### [EXERCISE GOAL]
From first line to last, give the records again word for word and omit the pictures.

### [Stored items from a collection]
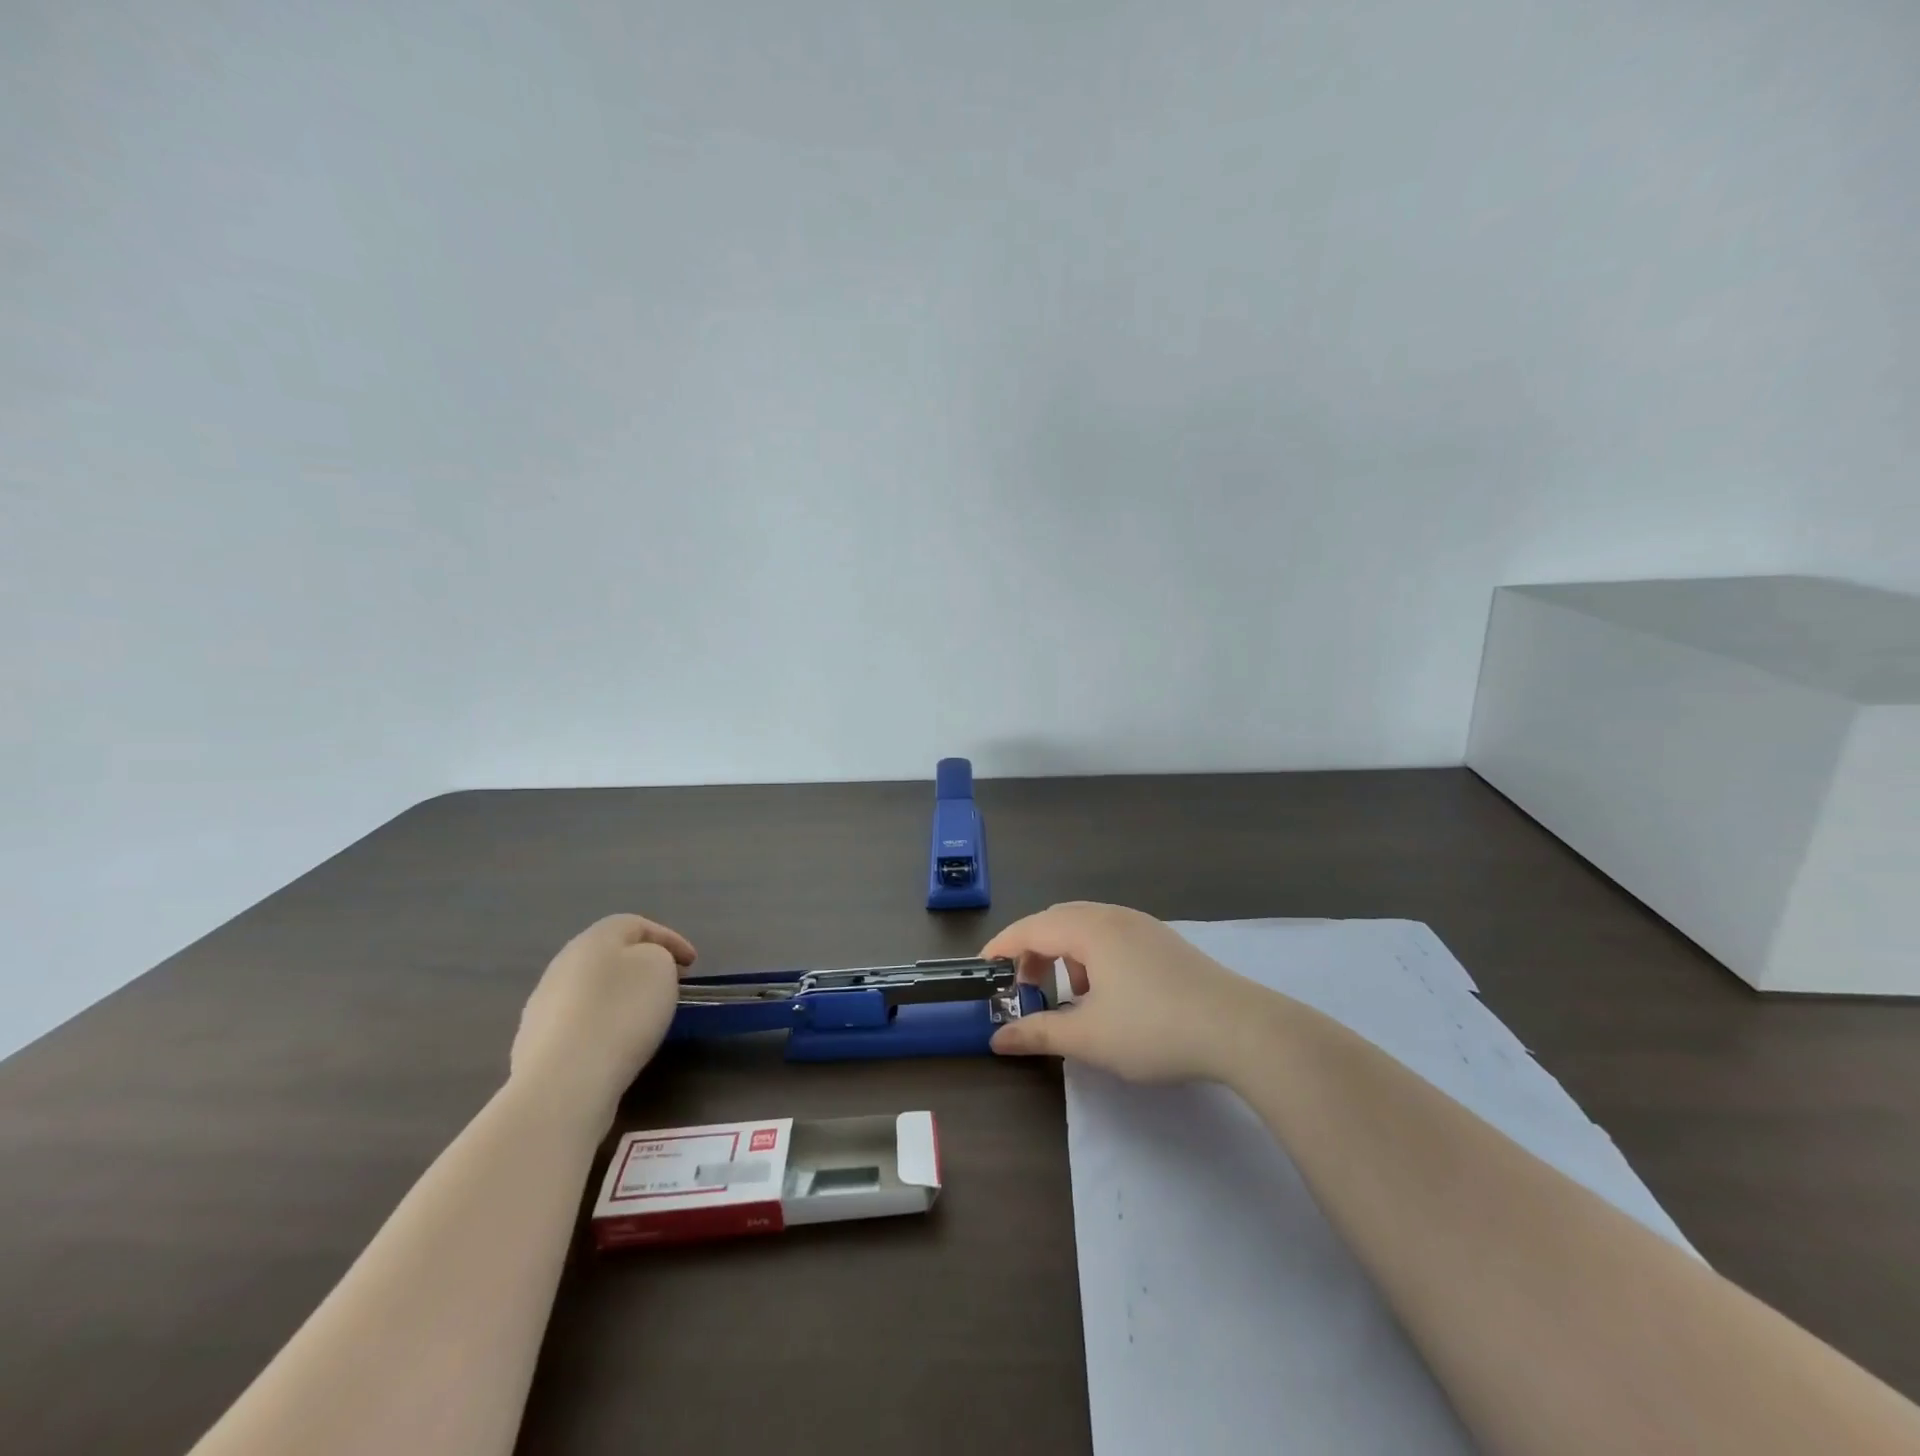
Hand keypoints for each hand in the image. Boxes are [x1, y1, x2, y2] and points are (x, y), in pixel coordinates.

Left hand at [509, 914, 697, 1123]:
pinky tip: (614, 1044)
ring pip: (592, 989)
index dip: (670, 939)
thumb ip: (657, 956)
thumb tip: (641, 968)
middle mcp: (563, 964)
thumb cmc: (621, 1013)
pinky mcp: (536, 1043)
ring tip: (644, 1017)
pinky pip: (579, 1022)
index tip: (693, 965)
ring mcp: (543, 1004)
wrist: (563, 1081)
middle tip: (670, 984)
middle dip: (642, 966)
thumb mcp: (659, 969)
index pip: (637, 925)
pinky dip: (602, 1024)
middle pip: (610, 955)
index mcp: (594, 939)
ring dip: (619, 995)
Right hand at [983, 902, 1265, 1082]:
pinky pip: (1112, 936)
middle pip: (1057, 921)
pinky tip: (1108, 994)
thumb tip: (998, 1038)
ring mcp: (1143, 926)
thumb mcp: (1089, 1037)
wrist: (1241, 1029)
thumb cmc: (1155, 1029)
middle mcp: (1113, 916)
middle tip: (1024, 987)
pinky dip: (1092, 957)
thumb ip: (1039, 1033)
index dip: (1002, 948)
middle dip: (1033, 951)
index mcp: (1090, 929)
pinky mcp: (1164, 942)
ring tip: (1070, 996)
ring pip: (1087, 926)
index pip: (1031, 928)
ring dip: (1065, 954)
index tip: (983, 971)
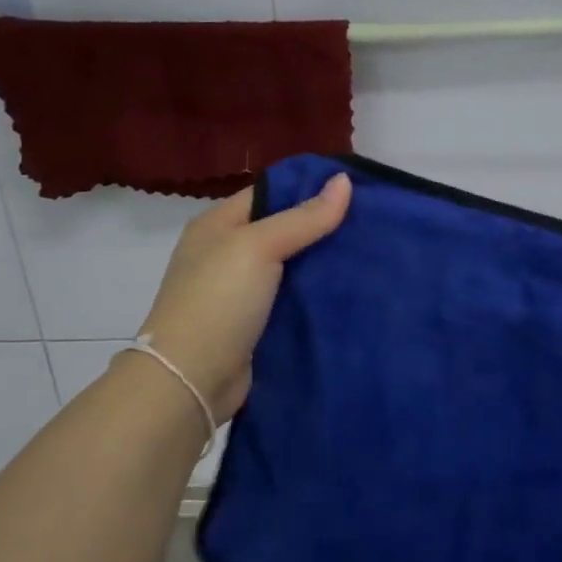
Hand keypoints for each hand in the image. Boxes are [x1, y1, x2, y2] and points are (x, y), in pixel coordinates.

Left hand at [135, 173, 351, 419]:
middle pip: (284, 230)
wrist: (191, 381)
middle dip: (323, 227)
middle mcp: (227, 254)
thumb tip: (344, 179)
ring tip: (371, 252)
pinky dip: (318, 295)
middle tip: (370, 222)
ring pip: (293, 267)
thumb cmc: (218, 301)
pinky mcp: (257, 325)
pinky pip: (294, 299)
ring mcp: (241, 292)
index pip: (270, 193)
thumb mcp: (259, 247)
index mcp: (217, 226)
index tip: (355, 189)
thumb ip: (304, 217)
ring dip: (325, 263)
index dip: (309, 188)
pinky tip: (352, 290)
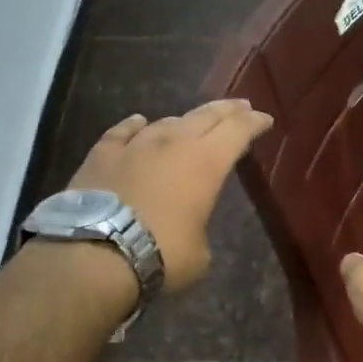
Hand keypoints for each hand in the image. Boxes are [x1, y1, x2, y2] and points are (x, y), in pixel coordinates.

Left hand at [67, 99, 273, 293]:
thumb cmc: (162, 254)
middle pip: (205, 116)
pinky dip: (135, 126)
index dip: (254, 124)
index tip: (265, 119)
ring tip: (192, 123)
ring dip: (183, 121)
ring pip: (166, 122)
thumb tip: (188, 227)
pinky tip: (138, 122)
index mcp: (206, 163)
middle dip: (226, 111)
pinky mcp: (101, 154)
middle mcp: (173, 144)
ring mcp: (135, 145)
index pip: (238, 131)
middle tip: (240, 107)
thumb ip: (199, 229)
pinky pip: (123, 132)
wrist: (98, 252)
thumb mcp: (200, 254)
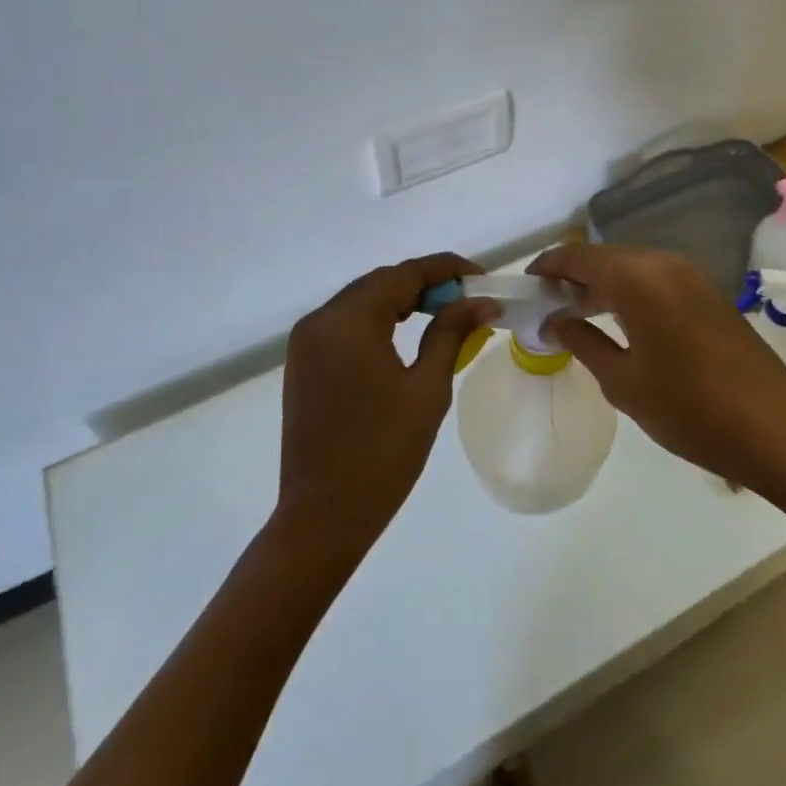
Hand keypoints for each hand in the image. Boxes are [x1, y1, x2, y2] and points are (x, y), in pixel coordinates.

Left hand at [276, 253, 497, 555]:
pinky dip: (378, 318)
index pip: (404, 274)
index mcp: (348, 321)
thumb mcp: (427, 389)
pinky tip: (405, 332)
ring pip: (362, 299)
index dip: (446, 269)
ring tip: (444, 312)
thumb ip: (451, 334)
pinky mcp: (303, 361)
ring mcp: (306, 340)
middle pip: (381, 282)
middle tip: (468, 298)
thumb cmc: (383, 454)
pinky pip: (345, 322)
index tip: (481, 276)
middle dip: (426, 283)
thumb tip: (481, 302)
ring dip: (402, 299)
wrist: (322, 517)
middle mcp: (320, 319)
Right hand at [529, 244, 785, 490]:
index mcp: (637, 278)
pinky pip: (655, 278)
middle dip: (573, 276)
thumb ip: (583, 342)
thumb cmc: (689, 409)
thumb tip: (554, 321)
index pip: (579, 258)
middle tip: (548, 305)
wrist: (775, 430)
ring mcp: (690, 275)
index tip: (526, 287)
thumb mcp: (623, 382)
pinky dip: (630, 290)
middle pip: (605, 257)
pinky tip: (619, 320)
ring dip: (602, 283)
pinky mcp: (708, 292)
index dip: (548, 268)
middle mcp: (663, 263)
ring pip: (631, 266)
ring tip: (578, 313)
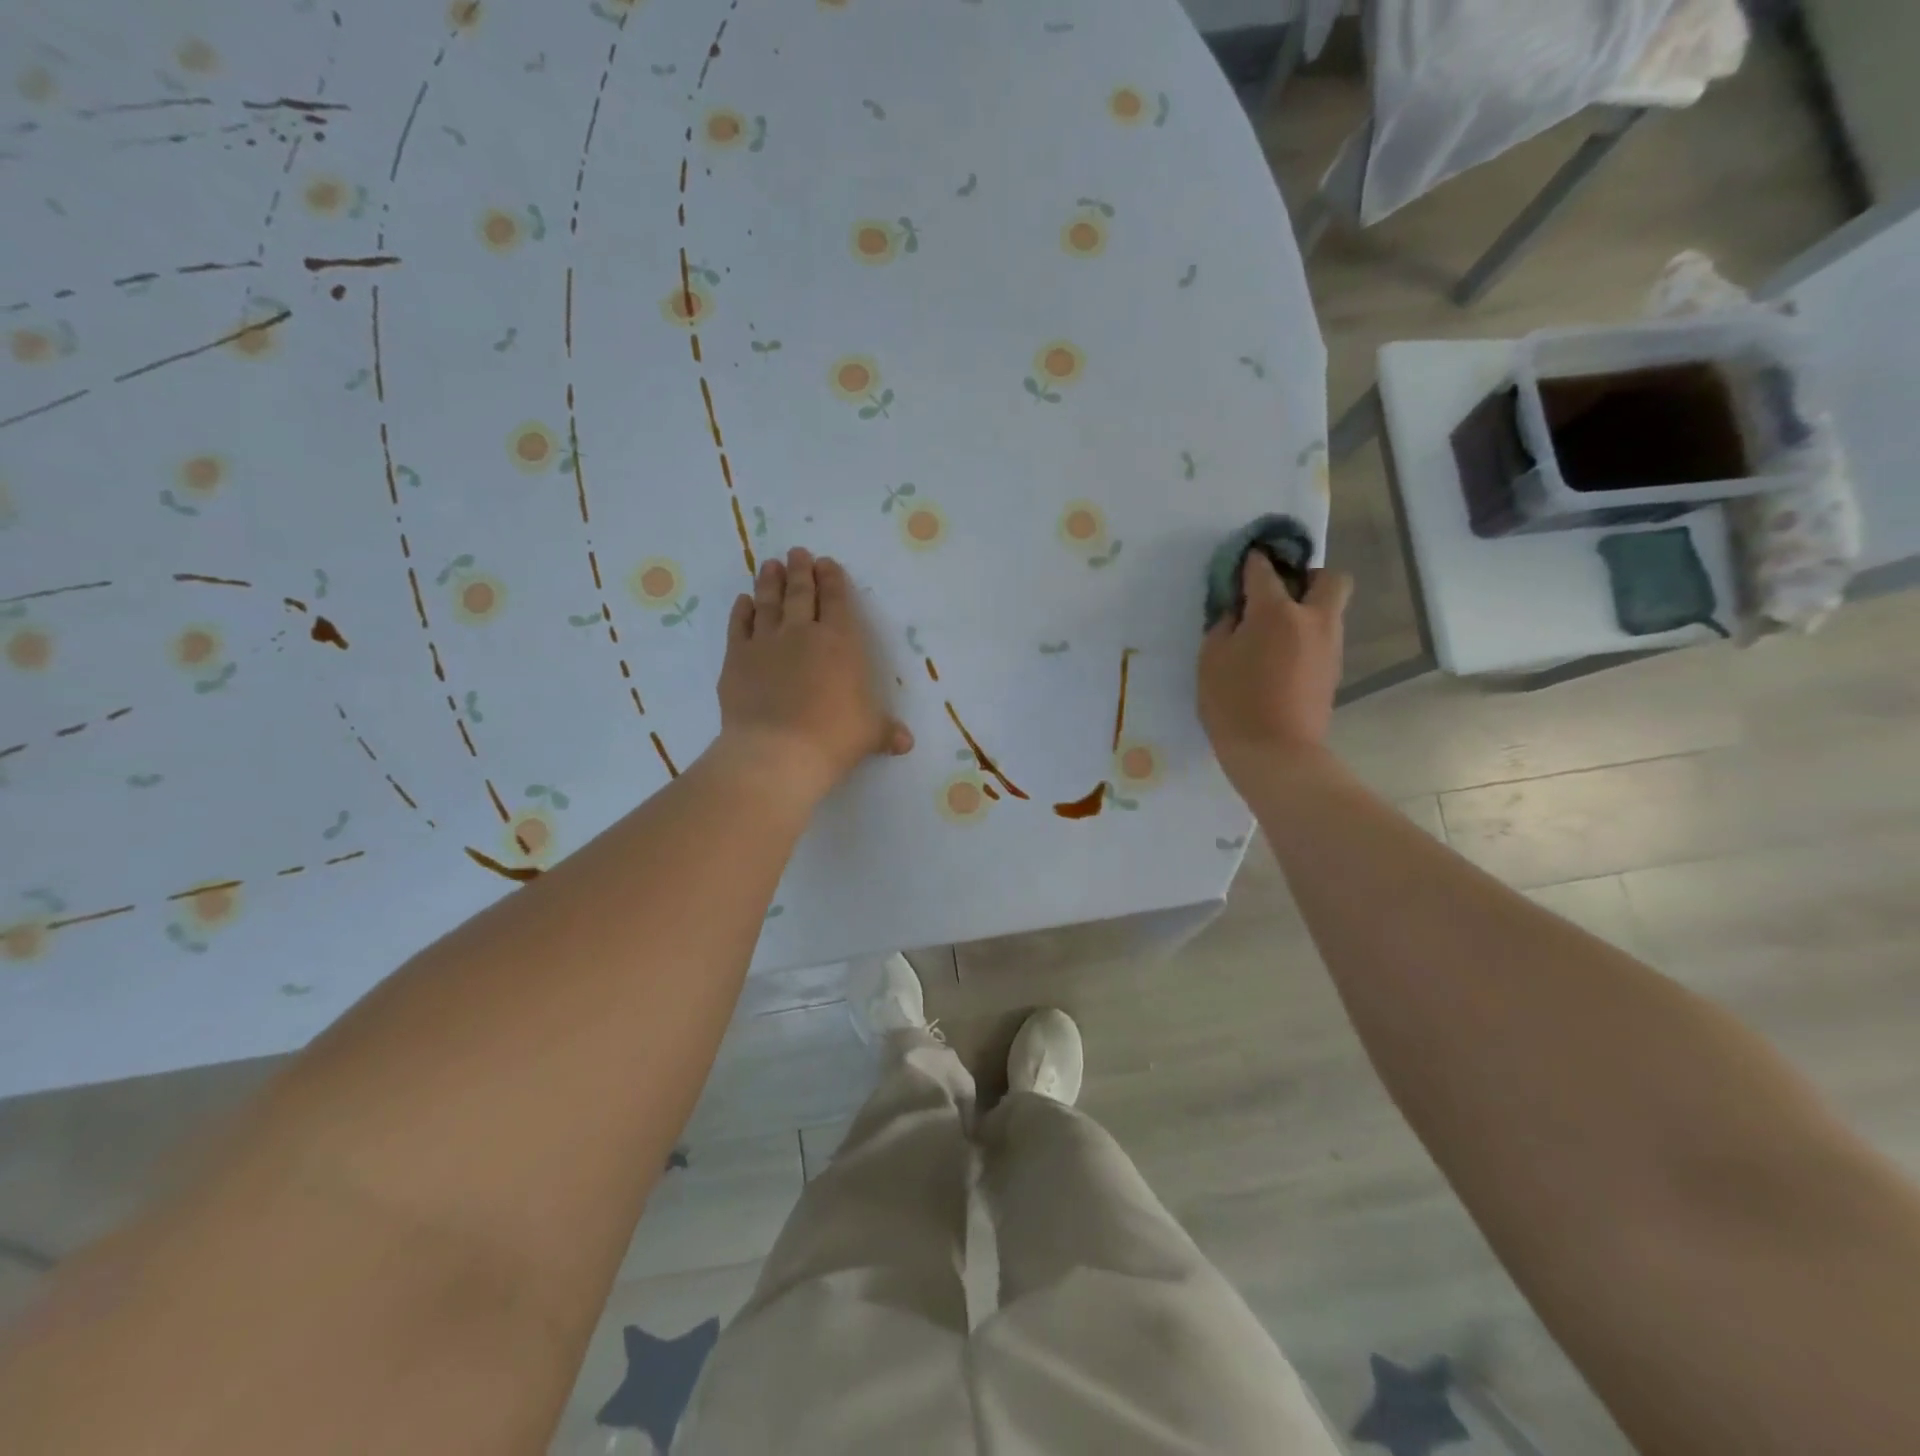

### [TASK ANSWER]
Hand keypoints for each hand in the image. Boxes are [x1, y1, x2, y2] and points are (x, y), in pixel coordinates.

Left hand at [509, 914, 697, 1123]:
pinky tip: (614, 1044)
ring pip: (592, 989)
index dip: (670, 939)
thumb ip: (657, 956)
thumb tip: (641, 968)
middle mcp: (563, 964)
thumb cmc: (621, 1013)
pinky mcp: (536, 1043)
ring tip: (644, 1017)
pinky pip: (579, 1022)
index tip: (693, 965)
ring mcp: (543, 1004)
wrist: (563, 1081)
middle tip: (670, 984)
middle dip: (642, 966)
thumb mcp: (659, 969)
index pip: (637, 925)
pinky dip: (602, 1024)
middle pip: (610, 955)
index mcp: (594, 939)
ring dip: (619, 995)
Right hand at [983, 902, 1265, 1082]:
pinky pip: (1112, 936)
middle pip: (1057, 921)
pinky tip: (1108, 994)
thumb tip: (998, 1038)
ring mcp: (1143, 926)
thumb mcp: (1089, 1037)
wrist: (1241, 1029)
thumb cmc: (1155, 1029)
middle mcp: (1113, 916)
middle tip: (1024, 987)
pinky dip: (1092, 957)
thumb ip: (1039, 1033)
index dip: (1002, 948)
middle dip: (1033, 951)
index mcp: (1090, 929)
pinky mcp: (1164, 942)
ring tip: (1070, 996)
ring pip: (1087, 926)
index pip: (1031, 928)
ring dip: (1065, 954)
index tip: (983, 971)
Hand keypoints for each hand in the image. Boxes are [x1, y1, x2, y2] and points are (x, y), in pixel coordinates.

Left hand at [135, 173, 351, 419]:
middle pip: (284, 230)
wrist: (191, 381)
middle dip: (323, 227)
middle mcp: (227, 254)
thumb tip: (344, 179)
ring tip: (371, 252)
pinky dip: (318, 295)
middle tip: (370, 222)
ring pip: (293, 267)
thumb cmc: (218, 301)
pinky mcp: (257, 325)
pinky pip: (294, 299)
ring mcp: (241, 292)
index pip: (270, 193)
thumb mcp: (259, 247)
index mcp: (217, 226)
index tip: (355, 189)
thumb ip: (304, 217)
ring dip: (325, 263)
index dip: (309, 188)
pinky tip: (352, 290)
Hand keypoints for each hand in the image. Boxes are [x1, y1, x2, y2] and points are (x, y), in pixel coordinates.

Left hand at [67, 99, 273, 293]:
thumb cmc: (162, 254)
middle pip: (205, 116)
pinky dip: (135, 126)
index dip: (254, 124)
index tip: (265, 119)
ring tip: (192, 123)
ring dip: (183, 121)
ring pip: (166, 122)
thumb tip: (188, 227)
pinky tip: (138, 122)
index mcp: (206, 163)
middle dip: (226, 111)
pinky mcp: (101, 154)
middle mcp: (173, 144)
ring mcp: (135, 145)
index pip: (238, 131)
middle tip: (240, 107)
thumb ip: (199, 229)
pinky pip: (123, 132)
wrist: (98, 252)
thumb mcp: (200, 254)
Hand keypoints for each hand in the image. Boxes are [x1, y1, x2, y2] and points are (x, y), in pixel coordinates.

Left hand at [276, 253, 497, 555]:
pinky dip: (378, 318)
index pip: (404, 274)
index mcp: (348, 321)
thumb mcp: (427, 389)
pinky tip: (405, 332)
ring pip: (362, 299)
index dip: (446, 269)
ring tip: (444, 312)
thumb ip: (451, 334)
pinky mcp: (303, 361)
ring mcp: (306, 340)
middle pip: (381, 282)
middle tip: (468, 298)
thumb cmc: (383, 454)
pinky pip: (345, 322)
index tip: (481, 276)
middle dip: (426, 283)
thumb tip: (481, 302)
ring dip: (402, 299)
wrist: (322, 517)
middle mcp: (320, 319)
Right hand at [529, 244, 785, 490]:
index mcp: (637, 278)
pinky pip: (655, 278)
middle dip: (573, 276)
thumb ip: (583, 342)
thumb cmc: (689, 409)
thumb tip: (554, 321)
index pip: (579, 258)
middle tip: (548, 305)
wrist: (775, 430)
ring mcp: (690, 275)
index tip: (526, 287)
thumb mcp: (623, 382)
pinky dip: (630, 290)
middle pip: (605, 257)
pinky tip: (619, 320)
ring dip: (602, 283)
pinky mcp: (708, 292)
index dip: (548, 268)
middle mcp: (663, 263)
ring pip: (631, 266)
ring tip: (578, 313)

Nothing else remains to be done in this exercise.